Add regression test for zombie replication slot cleanup during job cancellation

2025-04-08 10:58:33 +00:00 · 2025-04-08 10:58:33 +00:00 · 23a4671a68
parent 5b6b7b847e
commit 23a4671a68
3 changed files with 247 additions and 60 deletions
--- a/src/test/regress/expected/issue_7896.out
+++ b/src/test/regress/expected/issue_7896.out
@ -1,46 +1,161 @@
+---------------------------------------------------------------------
+-- Regression Test: Simulate zombie replication slot when
+-- citus_rebalance_wait() is canceled.
+--
+-- In the buggy behavior, canceling citus_rebalance_wait()
+-- (via a short statement_timeout or Ctrl+C) leaves behind an active logical
+-- replication slot on a worker. This, in turn, prevents DROP DATABASE
+-- (with FORCE) from succeeding.
+--
+-- With your fix applied, the underlying rebalance job is canceled,
+-- no zombie slot remains, and DROP DATABASE succeeds.
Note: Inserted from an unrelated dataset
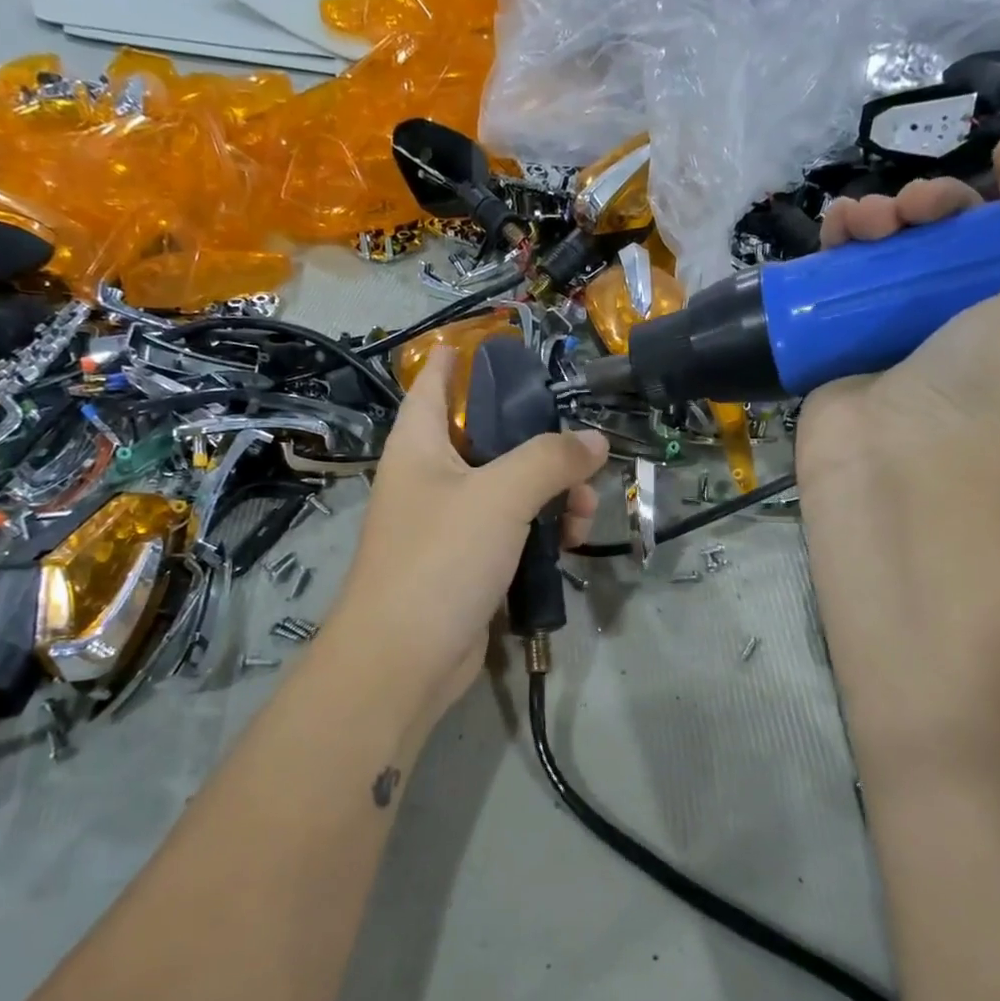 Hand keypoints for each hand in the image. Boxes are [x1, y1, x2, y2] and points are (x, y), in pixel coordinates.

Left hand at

+---------------------------------------------------------------------
+---------------------------------------------------------------------
+-- 1) Create an isolated schema for this test.
+---------------------------------------------------------------------
 CREATE SCHEMA issue_7896;
 SET search_path TO issue_7896;
-- Create a temporary table to simulate the background job catalog.
-- (In production this would be the actual catalog table.)
-CREATE TEMP TABLE pg_dist_background_job
-(
-    job_id    int8 PRIMARY KEY,
-    job_state text,
-    started_at timestamptz,
-    finished_at timestamptz
-);
-- Insert a dummy job record with job_state set to 'running'
-INSERT INTO pg_dist_background_job (job_id, job_state, started_at)
-VALUES (1001, 'running', now());
-- Set a short statement timeout so that citus_rebalance_wait times out quickly.
-SET statement_timeout = '1000ms';
+---------------------------------------------------------------------
+-- 2) Set cluster parameters and initialize environment.
+---------------------------------------------------------------------
+-- We assume a coordinator with at least two workers.
+-- Set replication factor to 2 and enable repartition joins.
+SET citus.shard_replication_factor TO 2;
+SET citus.enable_repartition_joins TO ON;
+-- For faster background task processing, set a short background task queue interval.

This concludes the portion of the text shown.